- **AIM OF THE EXERCISE**: Output all of the records word for word and drop the images.

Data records
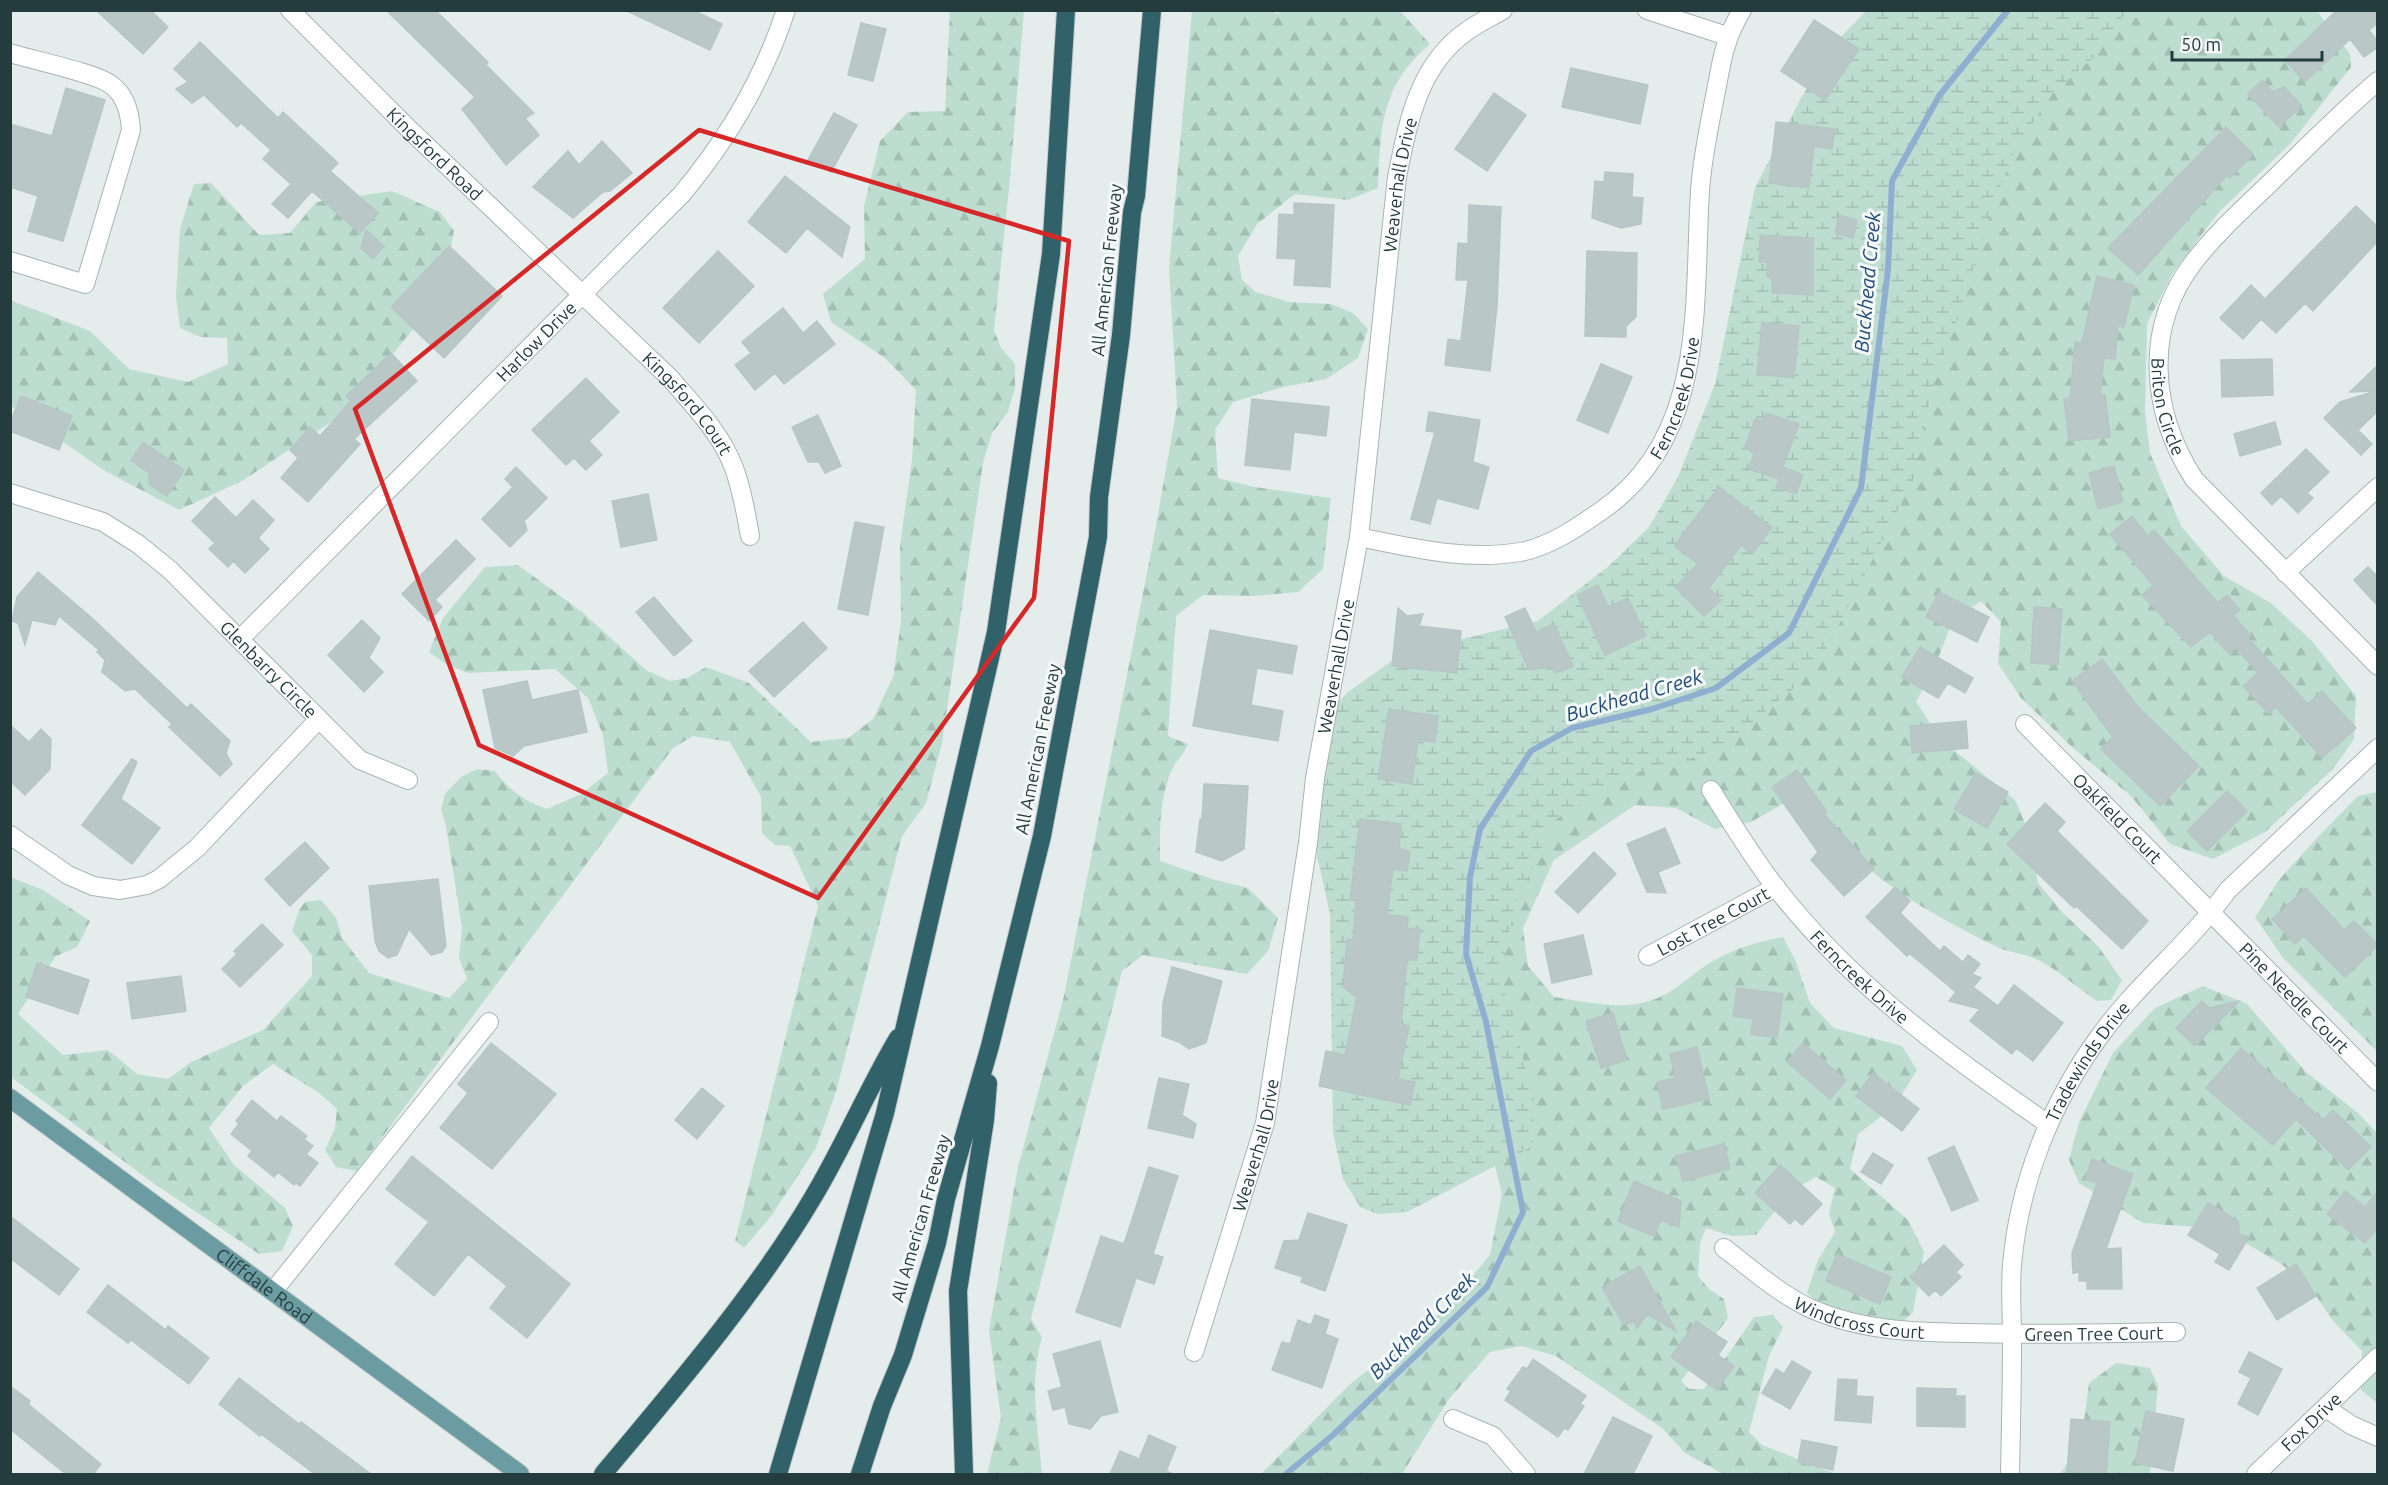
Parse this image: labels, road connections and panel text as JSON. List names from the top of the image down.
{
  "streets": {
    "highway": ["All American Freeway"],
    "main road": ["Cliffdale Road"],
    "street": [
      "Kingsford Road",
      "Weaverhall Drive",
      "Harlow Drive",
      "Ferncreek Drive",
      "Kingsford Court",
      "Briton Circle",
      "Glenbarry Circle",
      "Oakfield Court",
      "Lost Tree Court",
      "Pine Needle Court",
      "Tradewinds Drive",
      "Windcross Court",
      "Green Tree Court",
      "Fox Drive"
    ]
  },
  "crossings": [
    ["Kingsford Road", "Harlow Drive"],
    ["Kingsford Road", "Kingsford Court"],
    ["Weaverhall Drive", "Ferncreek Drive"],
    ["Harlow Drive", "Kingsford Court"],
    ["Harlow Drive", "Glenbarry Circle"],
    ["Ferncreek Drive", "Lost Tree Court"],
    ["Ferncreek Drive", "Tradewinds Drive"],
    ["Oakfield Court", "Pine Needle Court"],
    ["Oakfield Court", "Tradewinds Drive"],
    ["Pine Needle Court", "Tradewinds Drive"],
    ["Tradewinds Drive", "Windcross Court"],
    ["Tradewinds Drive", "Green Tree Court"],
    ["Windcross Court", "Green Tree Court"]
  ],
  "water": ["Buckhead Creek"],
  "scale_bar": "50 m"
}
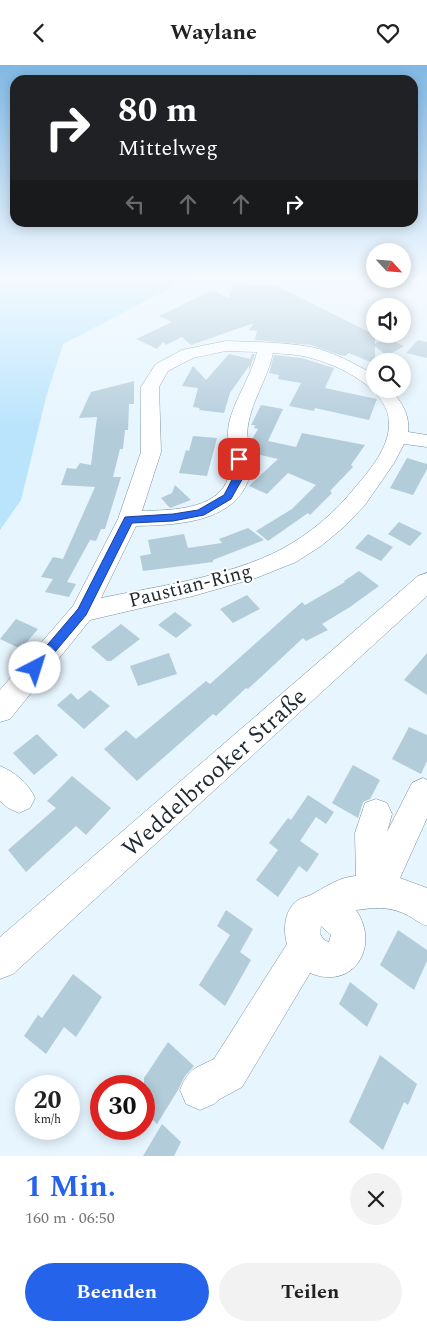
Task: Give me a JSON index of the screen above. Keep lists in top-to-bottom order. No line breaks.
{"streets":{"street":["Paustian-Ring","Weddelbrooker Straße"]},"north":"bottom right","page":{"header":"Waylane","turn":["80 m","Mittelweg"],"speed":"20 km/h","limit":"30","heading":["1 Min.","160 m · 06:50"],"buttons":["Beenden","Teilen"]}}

- **RESULT FOR THIS EXERCISE**:
Parse this image: labels, road connections and panel text as JSON. List names from the top of the image down.
{
  "streets": {
    "highway": ["All American Freeway"],
    "main road": ["Cliffdale Road"],
    "street": [
      "Kingsford Road",
      "Weaverhall Drive",
      "Harlow Drive",
      "Ferncreek Drive",
      "Kingsford Court",
      "Briton Circle",
      "Glenbarry Circle",
      "Oakfield Court",
      "Lost Tree Court",
      "Pine Needle Court",
      "Tradewinds Drive",
      "Windcross Court",
      "Green Tree Court",
      "Fox Drive"
    ]
  },
  "crossings": [
    ["Kingsford Road", "Harlow Drive"],
    ["Kingsford Road", "Kingsford Court"],
    ["Weaverhall Drive", "Ferncreek Drive"],
    ["Harlow Drive", "Kingsford Court"],
    ["Harlow Drive", "Glenbarry Circle"],
    ["Ferncreek Drive", "Lost Tree Court"],
    ["Ferncreek Drive", "Tradewinds Drive"],
    ["Oakfield Court", "Pine Needle Court"],
    ["Oakfield Court", "Tradewinds Drive"],
    ["Pine Needle Court", "Tradewinds Drive"],
    ["Tradewinds Drive", "Windcross Court"],
    ["Tradewinds Drive", "Green Tree Court"],
    ["Windcross Court", "Green Tree Court"]
  ],
  "water": ["Buckhead Creek"],
  "scale_bar": "50 m"
}
Task: Give me a JSON index of the screen above. Keep lists in top-to-bottom order. No line breaks.
{"streets":{"street":["Paustian-Ring","Weddelbrooker Straße"]},"north":"bottom right","page":{"header":"Waylane","turn":["80 m","Mittelweg"],"speed":"20 km/h","limit":"30","heading":["1 Min.","160 m · 06:50"],"buttons":["Beenden","Teilen"]}}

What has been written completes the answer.